## Available records
■ ■ ■ ■ ■ ■ ■

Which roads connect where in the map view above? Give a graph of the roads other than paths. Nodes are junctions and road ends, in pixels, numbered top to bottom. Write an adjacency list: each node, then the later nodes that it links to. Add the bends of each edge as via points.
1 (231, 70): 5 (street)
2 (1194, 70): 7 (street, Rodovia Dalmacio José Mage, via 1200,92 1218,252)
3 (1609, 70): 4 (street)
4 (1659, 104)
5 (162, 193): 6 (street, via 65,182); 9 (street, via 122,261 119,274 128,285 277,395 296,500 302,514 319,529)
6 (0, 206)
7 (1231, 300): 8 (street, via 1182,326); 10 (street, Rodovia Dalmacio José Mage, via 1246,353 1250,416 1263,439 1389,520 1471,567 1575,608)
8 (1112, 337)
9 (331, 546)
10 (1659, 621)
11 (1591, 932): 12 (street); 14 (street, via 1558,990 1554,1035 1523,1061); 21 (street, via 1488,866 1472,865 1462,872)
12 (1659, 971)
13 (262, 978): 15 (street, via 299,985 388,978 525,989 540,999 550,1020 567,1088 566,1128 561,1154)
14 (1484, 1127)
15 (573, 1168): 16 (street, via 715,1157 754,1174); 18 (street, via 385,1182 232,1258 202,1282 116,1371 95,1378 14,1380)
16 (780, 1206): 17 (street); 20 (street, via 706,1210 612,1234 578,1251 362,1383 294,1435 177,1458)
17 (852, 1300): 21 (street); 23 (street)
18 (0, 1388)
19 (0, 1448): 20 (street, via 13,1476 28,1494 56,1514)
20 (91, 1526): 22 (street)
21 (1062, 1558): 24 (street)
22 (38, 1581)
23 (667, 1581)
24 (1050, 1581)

■ ■ ■ ■ ■ ■ ■

## Work to be completed
Restate every record exactly, leaving nothing out.

## Your solution
Which roads connect where in the map view above? Give a graph of the roads other than paths. Nodes are junctions and road ends, in pixels, numbered top to bottom. Write an adjacency list: each node, then the later nodes that it links to. Add the bends of each edge as via points.
1 (231, 70): 5 (street)
2 (1194, 70): 7 (street, Rodovia Dalmacio José Mage, via 1200,92 1218,252)
3 (1609, 70): 4 (street)
4 (1659, 104)
5 (162, 193): 6 (street, via 65,182); 9 (street, via 122,261 119,274 128,285 277,395 296,500 302,514 319,529)
6 (0, 206)
7 (1231, 300): 8 (street, via 1182,326); 10 (street, Rodovia Dalmacio José Mage, via 1246,353 1250,416 1263,439 1389,520 1471,567 1575,608)
8 (1112, 337)
9 (331, 546)
10 (1659, 621)
11 (1591, 932): 12 (street); 14 (street, via 1558,990 1554,1035 1523,1061); 21 (street, via 1488,866 1472,865 1462,872)
12 (1659, 971)
13 (262, 978): 15 (street, via 299,985 388,978 525,989 540,999 550,1020 567,1088 566,1128 561,1154)
14 (1484, 1127)
15 (573, 1168): 16 (street, via 715,1157 754,1174); 18 (street, via 385,1182 232,1258 202,1282 116,1371 95,1378 14,1380)
16 (780, 1206): 17 (street); 20 (street, via 706,1210 612,1234 578,1251 362,1383 294,1435 177,1458)
17 (852, 1300): 21 (street); 23 (street)
18 (0, 1388)
19 (0, 1448): 20 (street, via 13,1476 28,1494 56,1514)
20 (91, 1526): 22 (street)
21 (1062, 1558): 24 (street)
22 (38, 1581)
23 (667, 1581)
24 (1050, 1581)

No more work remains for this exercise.